* Assignment *
For the records below, tally every line that has the word "一ノ宮妙義線" and reply with the number alone.
━━━━━━━━━━━━━━━━━━━━━━━━━━━━━━
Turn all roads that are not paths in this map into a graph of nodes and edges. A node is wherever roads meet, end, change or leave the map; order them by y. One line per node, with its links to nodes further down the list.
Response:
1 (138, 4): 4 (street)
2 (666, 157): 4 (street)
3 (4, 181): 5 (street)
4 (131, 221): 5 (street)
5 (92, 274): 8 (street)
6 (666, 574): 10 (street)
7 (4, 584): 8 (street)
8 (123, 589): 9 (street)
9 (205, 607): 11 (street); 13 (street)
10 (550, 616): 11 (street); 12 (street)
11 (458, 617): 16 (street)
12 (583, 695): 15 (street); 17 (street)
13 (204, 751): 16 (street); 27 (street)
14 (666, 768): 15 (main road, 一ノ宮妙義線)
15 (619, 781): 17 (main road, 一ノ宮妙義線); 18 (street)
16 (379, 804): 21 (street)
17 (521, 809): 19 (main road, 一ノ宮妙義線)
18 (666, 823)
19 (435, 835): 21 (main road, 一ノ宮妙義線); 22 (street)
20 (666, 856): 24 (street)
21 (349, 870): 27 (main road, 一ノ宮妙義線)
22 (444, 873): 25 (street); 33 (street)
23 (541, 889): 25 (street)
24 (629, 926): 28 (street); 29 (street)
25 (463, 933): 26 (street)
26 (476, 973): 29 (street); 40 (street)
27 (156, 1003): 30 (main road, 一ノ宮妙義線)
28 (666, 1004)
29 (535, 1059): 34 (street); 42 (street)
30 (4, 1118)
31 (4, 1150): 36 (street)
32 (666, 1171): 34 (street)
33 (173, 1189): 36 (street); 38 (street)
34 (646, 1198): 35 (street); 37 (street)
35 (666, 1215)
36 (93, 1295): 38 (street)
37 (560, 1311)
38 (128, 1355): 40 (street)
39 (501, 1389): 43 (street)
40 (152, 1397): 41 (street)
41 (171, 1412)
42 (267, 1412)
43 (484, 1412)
━━━━━━━━━━━━━━━━━━━━━━━━━━━━━━
* Result of the task *
6